The Jerusalem Post quotes Naomi Paiss, NIF’s VP for public relations,

“…the NIF was involved in a campaign to change what was set up to an all-haredi 50,000-person city placed in the Harish wadi area [JS: think Baqa Al-Gharbiya and Umm el Qutuf] between a regular middle-class town of ordinary Jewish people, a kibbutz down the road and an Arab village up the hill.”

Paiss says the new city would have ruined an area where pluralism is working by artificially throwing in a new ghetto.

She says she has no problem with Hareidim moving into the new development, but the NIF is proud it has suceeded in making the new development open to all.

So let’s analyze her statement, down the road is a left-wing kibbutz ghetto.
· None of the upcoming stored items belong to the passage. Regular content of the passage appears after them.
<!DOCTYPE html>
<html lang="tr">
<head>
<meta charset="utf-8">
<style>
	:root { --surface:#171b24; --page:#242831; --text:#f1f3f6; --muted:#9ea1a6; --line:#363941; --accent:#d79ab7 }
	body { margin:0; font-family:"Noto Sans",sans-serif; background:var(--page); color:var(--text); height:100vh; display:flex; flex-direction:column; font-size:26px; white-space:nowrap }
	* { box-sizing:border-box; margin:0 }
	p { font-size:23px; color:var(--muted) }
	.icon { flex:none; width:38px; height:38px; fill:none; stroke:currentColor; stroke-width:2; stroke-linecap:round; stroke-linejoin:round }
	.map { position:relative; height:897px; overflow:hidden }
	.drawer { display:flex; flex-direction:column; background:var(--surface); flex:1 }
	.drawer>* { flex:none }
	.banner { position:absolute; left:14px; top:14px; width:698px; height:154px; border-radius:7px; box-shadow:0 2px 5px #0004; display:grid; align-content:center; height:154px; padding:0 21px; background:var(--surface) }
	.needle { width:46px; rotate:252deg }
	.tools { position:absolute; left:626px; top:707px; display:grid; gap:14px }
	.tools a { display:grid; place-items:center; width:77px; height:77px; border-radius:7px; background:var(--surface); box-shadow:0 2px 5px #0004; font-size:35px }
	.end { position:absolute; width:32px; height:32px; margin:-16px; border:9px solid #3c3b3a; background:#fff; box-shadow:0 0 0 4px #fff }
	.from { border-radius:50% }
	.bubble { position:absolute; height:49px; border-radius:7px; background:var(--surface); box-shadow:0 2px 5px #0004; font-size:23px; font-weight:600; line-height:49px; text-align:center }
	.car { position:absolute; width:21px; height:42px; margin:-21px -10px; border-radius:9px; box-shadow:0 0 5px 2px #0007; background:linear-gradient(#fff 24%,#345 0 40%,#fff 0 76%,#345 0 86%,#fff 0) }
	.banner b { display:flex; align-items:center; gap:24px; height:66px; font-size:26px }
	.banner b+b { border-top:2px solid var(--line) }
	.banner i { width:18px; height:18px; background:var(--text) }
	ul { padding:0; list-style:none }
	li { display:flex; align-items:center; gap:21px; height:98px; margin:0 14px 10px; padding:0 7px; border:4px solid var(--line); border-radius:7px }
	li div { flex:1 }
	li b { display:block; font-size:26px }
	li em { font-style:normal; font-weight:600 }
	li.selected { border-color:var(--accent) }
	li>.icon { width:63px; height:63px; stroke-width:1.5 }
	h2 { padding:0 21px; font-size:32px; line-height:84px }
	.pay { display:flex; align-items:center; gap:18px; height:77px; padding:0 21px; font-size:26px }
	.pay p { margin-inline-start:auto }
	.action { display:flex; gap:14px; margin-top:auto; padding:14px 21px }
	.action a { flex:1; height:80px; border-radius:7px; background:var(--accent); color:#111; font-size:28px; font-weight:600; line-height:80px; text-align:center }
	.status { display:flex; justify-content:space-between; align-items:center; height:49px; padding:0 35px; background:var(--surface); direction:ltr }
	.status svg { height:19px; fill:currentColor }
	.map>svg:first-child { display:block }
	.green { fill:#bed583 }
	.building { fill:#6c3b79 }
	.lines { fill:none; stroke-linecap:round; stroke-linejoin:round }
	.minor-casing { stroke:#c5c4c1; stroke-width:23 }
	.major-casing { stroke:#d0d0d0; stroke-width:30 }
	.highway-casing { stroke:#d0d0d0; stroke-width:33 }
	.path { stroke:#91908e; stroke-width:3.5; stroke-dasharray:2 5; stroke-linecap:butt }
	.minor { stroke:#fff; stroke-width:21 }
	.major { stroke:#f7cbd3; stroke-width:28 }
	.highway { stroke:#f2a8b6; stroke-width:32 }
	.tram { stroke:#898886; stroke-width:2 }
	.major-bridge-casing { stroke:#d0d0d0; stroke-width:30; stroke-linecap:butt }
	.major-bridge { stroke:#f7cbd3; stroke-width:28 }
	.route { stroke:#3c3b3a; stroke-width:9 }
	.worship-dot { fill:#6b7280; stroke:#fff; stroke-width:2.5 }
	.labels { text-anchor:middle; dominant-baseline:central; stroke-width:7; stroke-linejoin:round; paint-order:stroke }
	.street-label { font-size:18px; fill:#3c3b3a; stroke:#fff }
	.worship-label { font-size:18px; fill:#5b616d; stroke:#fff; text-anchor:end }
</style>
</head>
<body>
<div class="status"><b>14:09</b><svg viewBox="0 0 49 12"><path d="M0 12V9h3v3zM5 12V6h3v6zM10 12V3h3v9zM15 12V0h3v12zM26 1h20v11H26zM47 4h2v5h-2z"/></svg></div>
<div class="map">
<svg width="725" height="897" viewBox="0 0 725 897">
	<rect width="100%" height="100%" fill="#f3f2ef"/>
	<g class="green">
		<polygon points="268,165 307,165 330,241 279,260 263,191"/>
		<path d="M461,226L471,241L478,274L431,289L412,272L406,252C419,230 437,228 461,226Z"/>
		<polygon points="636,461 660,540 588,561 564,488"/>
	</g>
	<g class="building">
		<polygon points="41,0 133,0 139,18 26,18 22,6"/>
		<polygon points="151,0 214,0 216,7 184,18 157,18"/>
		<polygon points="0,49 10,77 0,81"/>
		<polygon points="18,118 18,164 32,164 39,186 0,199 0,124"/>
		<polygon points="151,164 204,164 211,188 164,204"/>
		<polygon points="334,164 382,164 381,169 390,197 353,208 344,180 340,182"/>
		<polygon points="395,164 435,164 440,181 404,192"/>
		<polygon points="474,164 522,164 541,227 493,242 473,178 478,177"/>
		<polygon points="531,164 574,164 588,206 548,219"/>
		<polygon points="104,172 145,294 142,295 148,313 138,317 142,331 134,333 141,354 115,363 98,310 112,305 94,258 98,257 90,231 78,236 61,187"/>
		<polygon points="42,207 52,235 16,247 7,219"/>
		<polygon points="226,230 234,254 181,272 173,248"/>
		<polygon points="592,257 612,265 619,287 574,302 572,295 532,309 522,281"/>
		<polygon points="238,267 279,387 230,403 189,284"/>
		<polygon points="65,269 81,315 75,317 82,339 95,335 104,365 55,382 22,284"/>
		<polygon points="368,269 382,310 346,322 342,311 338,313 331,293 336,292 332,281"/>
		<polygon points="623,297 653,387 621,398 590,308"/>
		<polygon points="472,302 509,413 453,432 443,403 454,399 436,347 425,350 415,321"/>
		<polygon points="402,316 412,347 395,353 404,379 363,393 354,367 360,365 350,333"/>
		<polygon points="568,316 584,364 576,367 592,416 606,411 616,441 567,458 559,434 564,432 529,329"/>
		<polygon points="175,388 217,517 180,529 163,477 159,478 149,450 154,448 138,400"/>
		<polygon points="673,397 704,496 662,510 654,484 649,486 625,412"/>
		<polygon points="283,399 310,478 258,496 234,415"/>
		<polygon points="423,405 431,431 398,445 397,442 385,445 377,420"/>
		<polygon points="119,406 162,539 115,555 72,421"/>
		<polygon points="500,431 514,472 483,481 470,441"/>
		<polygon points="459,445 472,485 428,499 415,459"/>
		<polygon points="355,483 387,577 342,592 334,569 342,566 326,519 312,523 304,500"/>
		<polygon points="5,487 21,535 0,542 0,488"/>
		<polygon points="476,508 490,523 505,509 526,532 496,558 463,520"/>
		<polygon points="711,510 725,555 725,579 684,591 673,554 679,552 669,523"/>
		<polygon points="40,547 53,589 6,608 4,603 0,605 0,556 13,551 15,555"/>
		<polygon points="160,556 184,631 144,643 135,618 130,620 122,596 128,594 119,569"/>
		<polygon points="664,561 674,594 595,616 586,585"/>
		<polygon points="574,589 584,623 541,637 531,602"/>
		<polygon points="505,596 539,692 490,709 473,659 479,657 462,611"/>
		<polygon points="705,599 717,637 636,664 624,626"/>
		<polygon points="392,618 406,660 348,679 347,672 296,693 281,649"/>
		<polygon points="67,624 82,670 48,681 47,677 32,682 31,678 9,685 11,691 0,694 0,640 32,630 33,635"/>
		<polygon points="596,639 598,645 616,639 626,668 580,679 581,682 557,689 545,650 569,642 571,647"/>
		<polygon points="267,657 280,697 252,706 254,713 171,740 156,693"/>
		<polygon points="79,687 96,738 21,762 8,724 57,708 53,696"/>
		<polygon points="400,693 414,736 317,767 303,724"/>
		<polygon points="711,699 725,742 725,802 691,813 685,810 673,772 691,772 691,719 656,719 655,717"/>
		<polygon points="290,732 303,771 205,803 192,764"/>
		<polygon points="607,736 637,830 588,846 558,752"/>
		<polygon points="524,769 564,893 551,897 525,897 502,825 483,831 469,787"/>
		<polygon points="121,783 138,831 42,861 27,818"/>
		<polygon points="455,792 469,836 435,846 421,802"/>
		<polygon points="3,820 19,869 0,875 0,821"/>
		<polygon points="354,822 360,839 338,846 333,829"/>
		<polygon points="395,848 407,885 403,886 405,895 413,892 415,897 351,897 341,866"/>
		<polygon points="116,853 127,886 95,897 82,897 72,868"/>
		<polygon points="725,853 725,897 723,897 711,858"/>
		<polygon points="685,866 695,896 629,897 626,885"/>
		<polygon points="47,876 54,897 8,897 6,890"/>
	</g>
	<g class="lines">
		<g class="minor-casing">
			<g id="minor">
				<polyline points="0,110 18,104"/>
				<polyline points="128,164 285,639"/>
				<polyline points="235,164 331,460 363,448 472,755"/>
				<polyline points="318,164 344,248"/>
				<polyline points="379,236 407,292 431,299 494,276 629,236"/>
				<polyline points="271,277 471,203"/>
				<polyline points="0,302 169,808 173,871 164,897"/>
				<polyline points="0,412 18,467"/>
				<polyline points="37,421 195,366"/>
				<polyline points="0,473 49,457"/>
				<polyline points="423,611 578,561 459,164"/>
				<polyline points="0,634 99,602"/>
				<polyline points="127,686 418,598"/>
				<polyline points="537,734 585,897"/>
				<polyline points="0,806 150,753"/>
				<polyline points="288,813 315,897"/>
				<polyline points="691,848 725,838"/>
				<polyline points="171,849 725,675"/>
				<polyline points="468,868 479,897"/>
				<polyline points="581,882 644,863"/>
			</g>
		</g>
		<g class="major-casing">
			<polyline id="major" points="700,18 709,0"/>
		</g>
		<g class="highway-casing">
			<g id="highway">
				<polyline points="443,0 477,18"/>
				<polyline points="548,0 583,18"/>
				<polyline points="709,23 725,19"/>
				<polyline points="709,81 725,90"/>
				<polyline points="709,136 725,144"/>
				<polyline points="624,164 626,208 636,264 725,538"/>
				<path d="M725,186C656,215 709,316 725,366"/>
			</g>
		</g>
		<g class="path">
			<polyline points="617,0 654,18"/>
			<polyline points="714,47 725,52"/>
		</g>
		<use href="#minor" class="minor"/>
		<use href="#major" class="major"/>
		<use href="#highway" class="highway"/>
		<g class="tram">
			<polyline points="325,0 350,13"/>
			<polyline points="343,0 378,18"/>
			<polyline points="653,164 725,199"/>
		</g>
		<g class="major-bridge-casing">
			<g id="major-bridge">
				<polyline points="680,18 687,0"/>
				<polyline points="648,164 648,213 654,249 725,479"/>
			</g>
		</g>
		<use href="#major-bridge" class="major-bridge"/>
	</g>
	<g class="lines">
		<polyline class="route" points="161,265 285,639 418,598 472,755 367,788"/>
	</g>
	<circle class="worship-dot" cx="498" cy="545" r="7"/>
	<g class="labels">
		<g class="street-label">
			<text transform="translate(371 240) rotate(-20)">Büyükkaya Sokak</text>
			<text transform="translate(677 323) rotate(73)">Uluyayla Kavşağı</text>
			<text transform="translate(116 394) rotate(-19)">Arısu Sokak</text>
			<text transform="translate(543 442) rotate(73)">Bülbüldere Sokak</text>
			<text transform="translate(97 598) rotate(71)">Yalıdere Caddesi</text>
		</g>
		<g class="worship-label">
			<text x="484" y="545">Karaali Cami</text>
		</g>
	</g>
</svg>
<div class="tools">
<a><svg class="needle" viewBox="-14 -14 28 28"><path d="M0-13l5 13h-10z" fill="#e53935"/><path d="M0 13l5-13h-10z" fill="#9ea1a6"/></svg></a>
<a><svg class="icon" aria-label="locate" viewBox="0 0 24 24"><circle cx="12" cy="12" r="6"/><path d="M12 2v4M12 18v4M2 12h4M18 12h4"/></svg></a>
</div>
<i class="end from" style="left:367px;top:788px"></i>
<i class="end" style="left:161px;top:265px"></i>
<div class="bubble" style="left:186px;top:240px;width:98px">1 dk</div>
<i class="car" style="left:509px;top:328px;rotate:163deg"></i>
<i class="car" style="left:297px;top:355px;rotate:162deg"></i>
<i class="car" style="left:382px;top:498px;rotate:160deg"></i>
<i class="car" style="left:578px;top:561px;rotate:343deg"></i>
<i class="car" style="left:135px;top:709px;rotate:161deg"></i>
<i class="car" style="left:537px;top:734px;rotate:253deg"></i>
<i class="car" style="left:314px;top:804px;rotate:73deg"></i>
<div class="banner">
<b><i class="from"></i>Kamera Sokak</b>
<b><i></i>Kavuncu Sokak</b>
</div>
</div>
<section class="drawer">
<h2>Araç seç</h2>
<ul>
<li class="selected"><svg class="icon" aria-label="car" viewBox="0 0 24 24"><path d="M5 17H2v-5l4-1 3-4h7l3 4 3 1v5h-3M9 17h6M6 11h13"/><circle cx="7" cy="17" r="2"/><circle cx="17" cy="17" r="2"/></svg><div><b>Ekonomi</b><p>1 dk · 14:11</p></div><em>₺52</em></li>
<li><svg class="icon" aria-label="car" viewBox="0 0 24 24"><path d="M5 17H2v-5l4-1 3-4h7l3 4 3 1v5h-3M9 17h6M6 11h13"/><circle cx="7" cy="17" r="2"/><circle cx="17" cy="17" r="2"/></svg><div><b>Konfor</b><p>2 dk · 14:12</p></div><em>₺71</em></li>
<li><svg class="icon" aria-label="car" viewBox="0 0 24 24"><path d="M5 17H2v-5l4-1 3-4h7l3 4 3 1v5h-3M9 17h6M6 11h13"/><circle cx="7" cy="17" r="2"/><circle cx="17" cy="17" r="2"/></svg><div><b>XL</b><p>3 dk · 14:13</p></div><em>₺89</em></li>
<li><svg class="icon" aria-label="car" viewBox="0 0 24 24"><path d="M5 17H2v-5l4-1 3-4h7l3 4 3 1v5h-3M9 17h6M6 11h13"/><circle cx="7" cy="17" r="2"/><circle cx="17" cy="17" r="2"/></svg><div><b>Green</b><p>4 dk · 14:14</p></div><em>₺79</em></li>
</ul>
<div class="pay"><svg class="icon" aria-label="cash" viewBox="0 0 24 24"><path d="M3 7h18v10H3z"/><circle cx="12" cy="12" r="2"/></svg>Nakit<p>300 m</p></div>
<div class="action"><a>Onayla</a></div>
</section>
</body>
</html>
Up the hill is an exclusively Arab village ghetto (Baka Al-Gharbiya – Arab population 32,000+, Jewish population: 0). And somewhere nearby is a ghetto of middle-class ordinary (presumably secular) Israelis (who would of course welcome in Hareidim with open arms to their town).

So despite all those other ghettos nearby, a new Hareidi ghetto would have ruined the pluralism of the the area. Really.

I don’t know about you, but the hypocrisy is just reeking.

And perhaps there’s something else that Paiss isn’t actually telling us either.

This area, Wadi Ara, is actually an area overwhelmingly populated by Arabs, and not Jews, though it appears to me that she wants you to think otherwise by mentioning a kibbutz and Jewish town alongside and Arab village.

If I were a suspicious fellow, I’d wonder if perhaps the NIF fears that Hareidim moving in, with their high birth rates, would Judaize the Wadi Ara area. While a “pluralistic” town, “open to all” would prevent that from happening.

But I’m not a suspicious fellow, and I’m sure that wasn’t a consideration, even if she implied that there was only a small Arab village nearby, and not a few, including one with over 32,000 Arab residents.